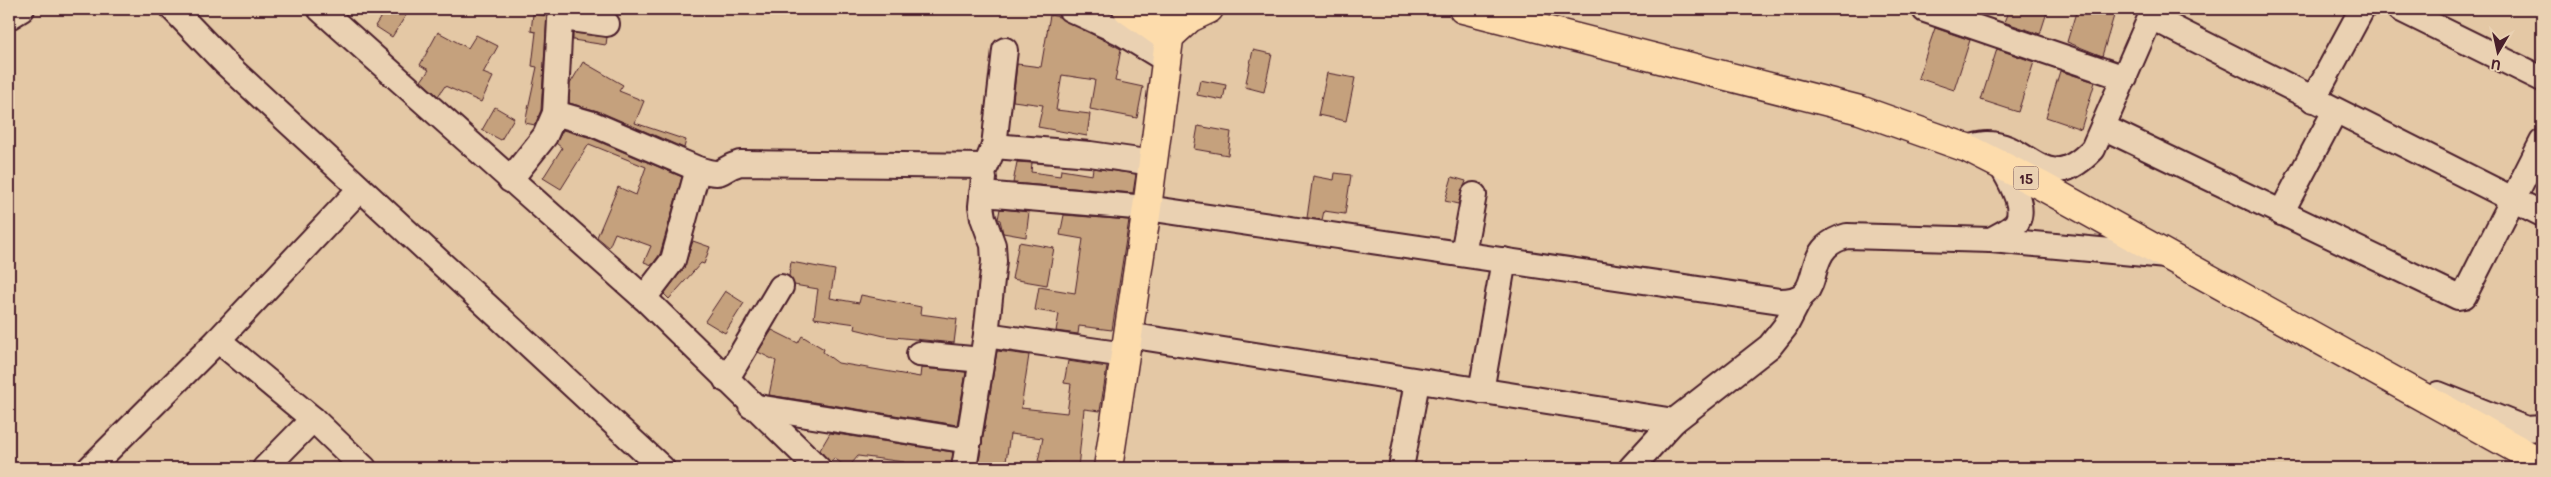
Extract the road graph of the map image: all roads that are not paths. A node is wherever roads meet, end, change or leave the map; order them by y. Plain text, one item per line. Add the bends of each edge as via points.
1 (22, 9) edge
2 (173, 9) edge
3 (320, 9) edge
4 (1070, 9) edge
5 (1127, 9) edge
6 (1173, 9) edge
7 (1210, 9) edge
8 (1463, 9) edge
9 (2362, 9) edge
10 (2400, 9) edge
11 (1925, 10) dead end
12 (2152, 13) edge
13 (9, 17) edge
14 (608, 24) dead end
15 (1167, 49) junction
16 (1005, 50) dead end
17 (2125, 78) junction
18 (2542, 79) edge
19 (2313, 100) junction
20 (2335, 111) junction
21 (555, 113) junction
22 (2103, 127) junction
23 (2542, 142) edge
24 (1967, 148) junction
25 (990, 156) junction
26 (1153, 163) junction
27 (2002, 167) junction
28 (698, 169) junction
29 (510, 180) junction
30 (360, 189) junction
31 (982, 194) junction
32 (1474, 195) dead end
33 (2512, 199) junction
34 (1147, 208) junction
35 (2281, 213) junction
36 (2542, 214) edge
37 (1991, 240) junction
38 (1463, 253) junction
39 (2168, 256) junction
40 (1504, 260) junction
41 (780, 287) dead end
42 (644, 298) junction
43 (1800, 298) junction
44 (986, 335) junction
45 (218, 340) junction
46 (1126, 345) junction
47 (919, 354) dead end
48 (982, 360) junction
49 (2383, 373) junction
50 (726, 380) junction
51 (1417, 382) junction
52 (1481, 391) junction
53 (751, 406) junction
54 (313, 419) junction
55 (1674, 421) junction
56 (2542, 428) edge
57 (969, 441) junction
58 (2542, 463) edge
59 (90, 468) edge
60 (265, 468) edge
61 (364, 468) edge
62 (662, 468) edge
63 (818, 468) edge
64 (964, 468) edge
65 (1110, 468) edge
66 (1401, 468) edge
67 (1631, 468) edge

1 - 13 street
2 - 30 street via 225,64
3 - 29 street
4 - 15 street
5 - 15 main road
6 - 15 main road
7 - 15 main road via 1190,18
8 - 24 main road, 15 via 1860,110
9 - 19 street
10 - 18 street
11 - 17 street
12 - 17 street
12 - 19 street
14 - 21 street via 560,20
15 - 26 main road
16 - 25 street
17 - 22 street
19 - 20 street
20 - 33 street
20 - 35 street
21 - 28 street via 593,124
21 - 29 street via 545,136
22 - 24 street via 2093,149 2074,166 2064,170 2045,169 2010,151 1987,144
22 - 35 street
23 - 33 street
24 - 27 main road, 15
25 - 26 street via 1090,154
25 - 28 street via 740,163 721,174
25 - 31 street
26 - 34 main road
27 - 37 street via 2016,194 2019,212 2016,222
27 - 39 main road, 15
28 - 42 street via 673,260
29 - 42 street
30 - 45 street
30 - 62 street
31 - 34 street
31 - 44 street via 983,218 994,245
32 - 38 street
33 - 35 street via 2464,296 2458,297
33 - 36 street
34 - 38 street
34 - 46 main road
37 - 39 street
37 - 43 street via 1847,236 1824,248 1807,291
38 - 40 street
39 - 49 main road, 15
40 - 43 street via 1780,301
40 - 52 street
41 - 50 street
42 - 50 street
43 - 55 street via 1785,327 1770,346
44 - 46 street
44 - 48 street
45 - 54 street
45 - 59 street
46 - 51 street
46 - 65 main road
47 - 48 street
48 - 57 street
49 - 56 street via 2526,429
49 - 58 main road, 15
50 - 53 street
51 - 52 street
51 - 66 street
52 - 55 street
53 - 57 street
53 - 63 street
54 - 60 street
54 - 61 street
55 - 67 street
57 - 64 street

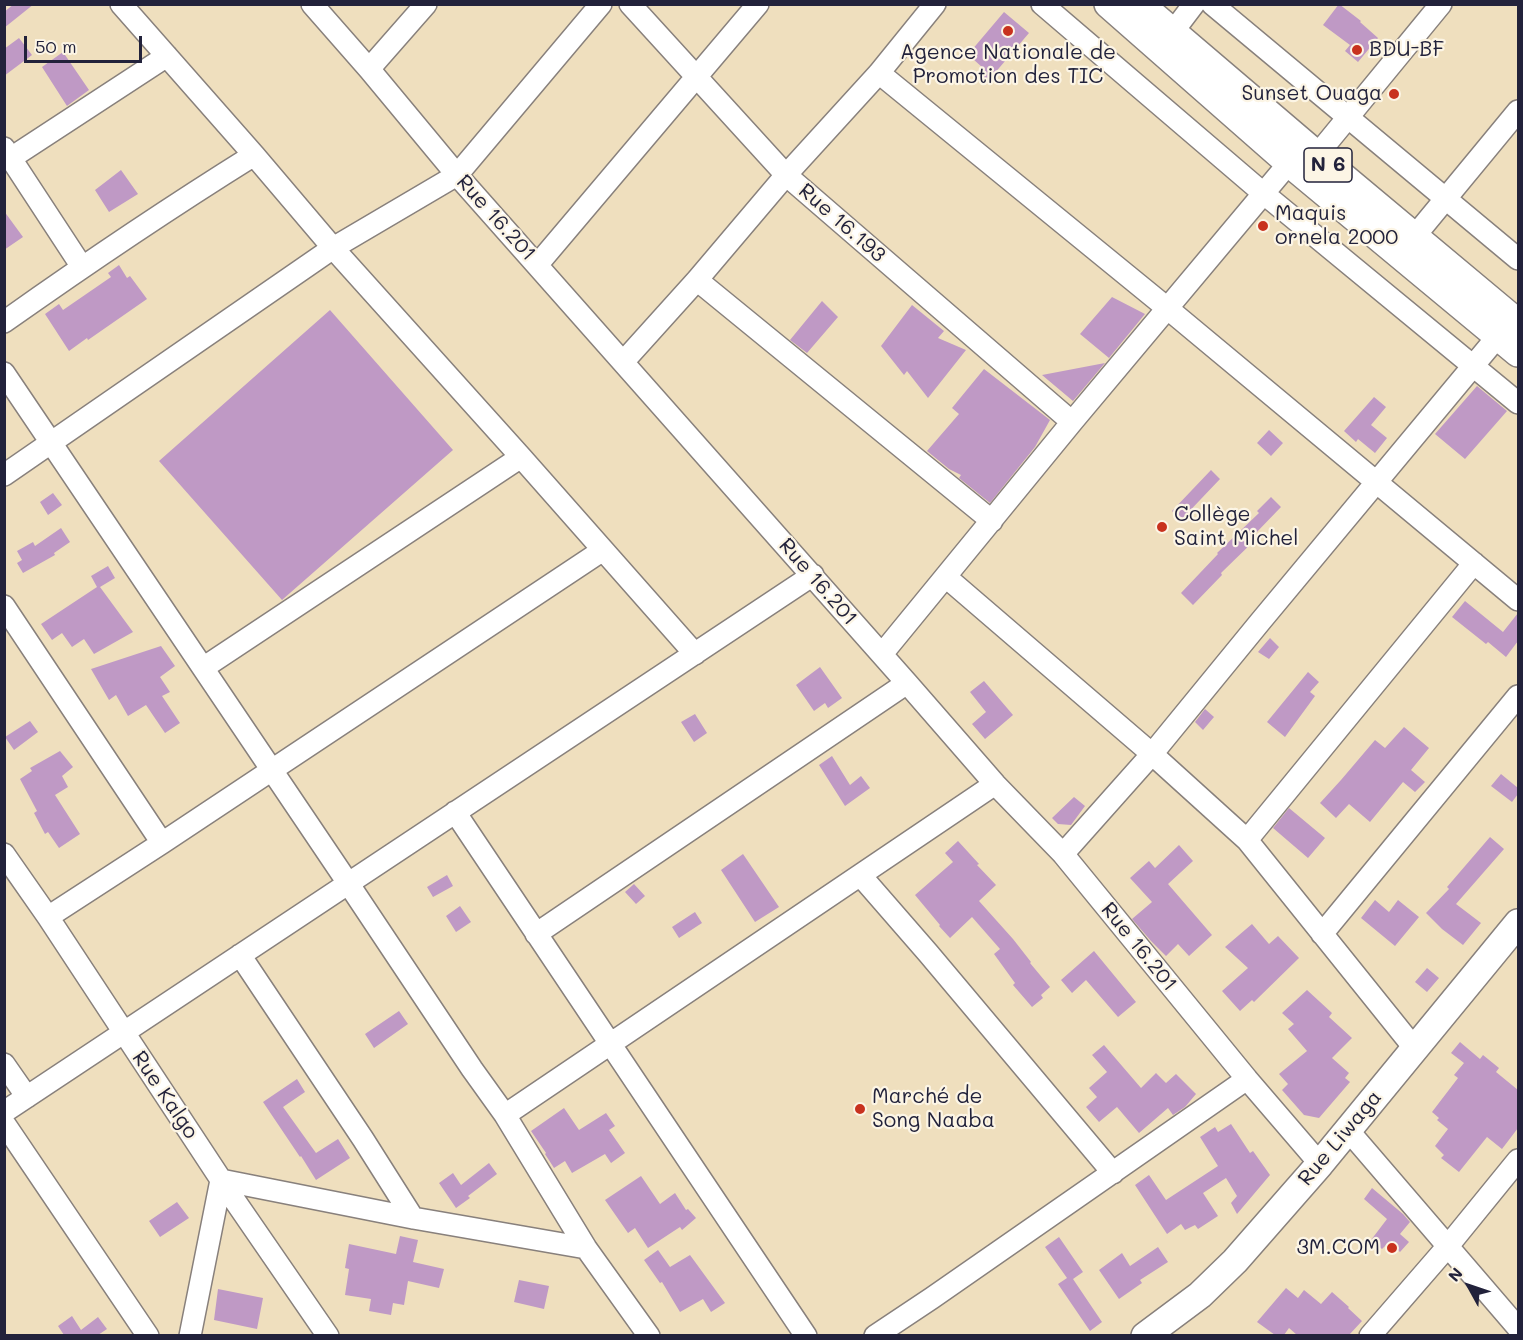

-------------------------

**Aim of the exercise:** Retype the listing exactly. Leave out its pictures.

**Response below:**
Extract the road graph of the map image: all roads that are not paths. A node is wherever roads meet, end, change or leave the map; order them by y. Plain text, one item per line. Add the bends of each edge as via points.
1 (22, 9) edge
2 (173, 9) edge
3 (320, 9) edge
4 (1070, 9) edge
5 (1127, 9) edge
6 (1173, 9) edge
7 (1210, 9) edge
8 (1463, 9) edge
9 (2362, 9) edge
10 (2400, 9) edge
11 (1925, 10) dead end
12 (2152, 13) edge
13 (9, 17) edge
14 (608, 24) dead end
15 (1167, 49) junction
16 (1005, 50) dead end
17 (2125, 78) junction
18 (2542, 79) edge
19 (2313, 100) junction
20 (2335, 111) junction
21 (555, 113) junction
22 (2103, 127) junction
23 (2542, 142) edge
24 (1967, 148) junction
25 (990, 156) junction
26 (1153, 163) junction
27 (2002, 167) junction
28 (698, 169) junction
29 (510, 180) junction
30 (360, 189) junction
31 (982, 194) junction
32 (1474, 195) dead end
33 (2512, 199) junction
34 (1147, 208) junction
35 (2281, 213) junction
36 (2542, 214) edge
37 (1991, 240) junction
38 (1463, 253) junction
39 (2168, 256) junction
40 (1504, 260) junction
41 (780, 287) dead end
42 (644, 298) junction
43 (1800, 298) junction
44 (986, 335) junction
45 (218, 340) junction
46 (1126, 345) junction
47 (919, 354) dead end
48 (982, 360) junction
49 (2383, 373) junction
50 (726, 380) junction
51 (1417, 382) junction
52 (1481, 391) junction
53 (751, 406) junction
54 (313, 419) junction
55 (1674, 421) junction
56 (2542, 428) edge
57 (969, 441) junction
58 (2542, 463) edge
59 (90, 468) edge
60 (265, 468) edge
61 (364, 468) edge
62 (662, 468) edge
63 (818, 468) edge
64 (964, 468) edge
65 (1110, 468) edge
66 (1401, 468) edge
67 (1631, 468) edge

1 - 13 street
2 - 30 street via 225,64
3 - 29 street
4 - 15 street
5 - 15 main road
6 - 15 main road
7 - 15 main road via 1190,18
8 - 24 main road, 15 via 1860,110
9 - 19 street
10 - 18 street
11 - 17 street
12 - 17 street
12 - 19 street
14 - 21 street via 560,20
15 - 26 main road
16 - 25 street
17 - 22 street
19 - 20 street
20 - 33 street
20 - 35 street
21 - 28 street via 593,124
21 - 29 street via 545,136
22 - 24 street via 2093,149 2074,166 2064,170 2045,169 2010,151 1987,144
22 - 35 street
23 - 33 street
24 - 27 main road, 15
25 - 26 street via 1090,154
25 - 28 street via 740,163 721,174
25 - 31 street
26 - 34 main road
27 - 37 street via 2016,194 2019,212 2016,222
27 - 39 main road, 15
28 - 42 street via 673,260
29 - 42 street
30 - 45 street
30 - 62 street
31 - 34 street
31 - 44 street via 983,218 994,245
32 - 38 street
33 - 35 street via 2464,296 2458,297
33 - 36 street
34 - 38 street
34 - 46 main road
37 - 39 street
37 - 43 street via 1847,236 1824,248 1807,291
38 - 40 street
39 - 49 main road, 15
40 - 43 street via 1780,301
40 - 52 street
41 - 50 street
42 - 50 street
43 - 55 street via 1785,327 1770,346
44 - 46 street
44 - 48 street
45 - 54 street
45 - 59 street
46 - 51 street
46 - 65 main road
47 - 48 street
48 - 57 street
49 - 56 street via 2526,429
49 - 58 main road, 15
50 - 53 street
51 - 52 street
51 - 66 street
52 - 55 street
53 - 57 street
53 - 63 street
54 - 60 street
54 - 61 street
55 - 67 street
57 - 64 street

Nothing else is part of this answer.